China Balloon

Some weather balloonWhat PR hubris. How could they think they could get away with it?

The State Dept. reports the Chinese balloon that was shot down by a F-22 fighter jet carried “multiple antennas to include an array likely capable of collecting and geolocating communications.”

It was part of a program that sent spy balloons over 40 countries, according to US intelligence.

It’s hard to believe that China’s leader Xi Jinping would approve such a risky surveillance scheme when the country is trying to patch up its relations with the West in a bid to fire up its economy for the post-Covid era.

If he did give the nod, the world is in in trouble. What other risky moves lie ahead? Could it be an invasion of Taiwan?

Congress today unanimously passed a resolution “condemning the Chinese Communist Party’s use of a high-altitude surveillance balloon over US territory as a brazen violation of US sovereignty.”

Relations between the US and China are so low, it’s only a matter of time before the Congress dusts off the pejorative term “Red China” when referring to the People’s Republic of China.

HSBC sides with PRC. A UK parliamentary report charges that the banking giant is complicit in human rights abuses against Hong Kong residents who fled the city due to China’s crackdown on civil rights and freedom of expression.

More than 88K people have fled Hong Kong since 2021 and have been granted British residency.

The China-installed government in Hong Kong refused to acknowledge the UK visas and ordered a denial of pension payout to those who escaped the city.

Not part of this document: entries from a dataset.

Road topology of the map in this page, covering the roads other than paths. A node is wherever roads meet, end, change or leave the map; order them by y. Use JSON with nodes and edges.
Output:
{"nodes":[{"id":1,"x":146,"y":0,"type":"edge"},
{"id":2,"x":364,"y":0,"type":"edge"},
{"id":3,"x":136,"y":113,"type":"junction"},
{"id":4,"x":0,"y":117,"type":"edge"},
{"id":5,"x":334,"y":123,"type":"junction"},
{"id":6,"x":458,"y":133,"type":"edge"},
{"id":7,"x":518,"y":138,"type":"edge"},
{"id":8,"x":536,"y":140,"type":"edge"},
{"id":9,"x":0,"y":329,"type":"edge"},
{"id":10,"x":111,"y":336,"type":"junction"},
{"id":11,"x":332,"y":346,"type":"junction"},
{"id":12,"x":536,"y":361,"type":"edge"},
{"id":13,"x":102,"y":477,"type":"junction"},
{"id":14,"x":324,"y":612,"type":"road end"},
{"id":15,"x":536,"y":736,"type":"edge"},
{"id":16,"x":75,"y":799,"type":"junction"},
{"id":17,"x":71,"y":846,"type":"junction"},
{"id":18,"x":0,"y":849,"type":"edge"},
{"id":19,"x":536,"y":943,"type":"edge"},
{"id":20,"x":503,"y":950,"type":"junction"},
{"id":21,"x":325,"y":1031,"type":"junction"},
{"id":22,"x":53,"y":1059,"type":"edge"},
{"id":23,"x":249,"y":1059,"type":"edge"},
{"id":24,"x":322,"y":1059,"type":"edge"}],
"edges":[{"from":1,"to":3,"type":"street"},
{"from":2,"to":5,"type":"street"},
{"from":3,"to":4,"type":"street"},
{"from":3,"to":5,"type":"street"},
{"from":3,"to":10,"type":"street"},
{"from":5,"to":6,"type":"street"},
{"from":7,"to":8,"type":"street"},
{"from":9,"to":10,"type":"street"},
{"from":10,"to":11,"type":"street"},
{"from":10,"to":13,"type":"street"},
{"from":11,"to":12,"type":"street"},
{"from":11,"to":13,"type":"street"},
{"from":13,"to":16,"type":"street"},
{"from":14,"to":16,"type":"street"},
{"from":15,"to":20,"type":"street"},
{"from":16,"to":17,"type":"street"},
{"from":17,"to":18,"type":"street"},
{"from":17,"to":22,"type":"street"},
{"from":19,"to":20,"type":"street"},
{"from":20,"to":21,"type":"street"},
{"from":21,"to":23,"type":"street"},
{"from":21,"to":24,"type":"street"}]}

HSBC says it was just following orders. “Like all banks, we have to obey the laws, and the instructions of the regulators, in every territory—including Hong Kong, in which we operate,” it said in a statement.

The bank claims to have “an enduring commitment to Hong Kong, its people, and communities. It is where we were founded nearly 160 years ago.”

There is now a big black stain on HSBC's reputation and its commitment to Hong Kongers.

Take a bow, Nelson. Trian Management Fund chief Nelson Peltz has called off his proxy fight against Walt Disney Co. because "Comeback Kid" CEO Bob Iger caved by unveiling a restructuring plan that will slash the jobs of 7,000 people, cut costs by $5.5B and restore the dividend by the end of the year.

“Management at Disney now plans to do everything that we wanted them to do,” a trimphant Peltz told CNBC on Feb. 9.

That not quite right. Trian’s “Restore the Magic” campaign also called for a CEO succession plan within two years.

Iger, 71, returned to the helm in November after the ouster of Bob Chapek.

Who is he grooming for the top job?

Pomposity unlimited… New York Times CEO Meredith Kopit Levien says “2022 was the first full year of executing our strategy to become the essential subscription for every English-speaking person seeking to understand and engage with the world.”

The company reported an 11.3 percent boost in revenues to $2.3B but net income nosedived 21 percent to $173.9M.

Perhaps, Levien needs to expand her sights in order to boost profitability. She should publish French, Spanish and Hindi language versions of the NYT.

Mandarin Chinese is not in the cards at the moment because of censorship by China’s government.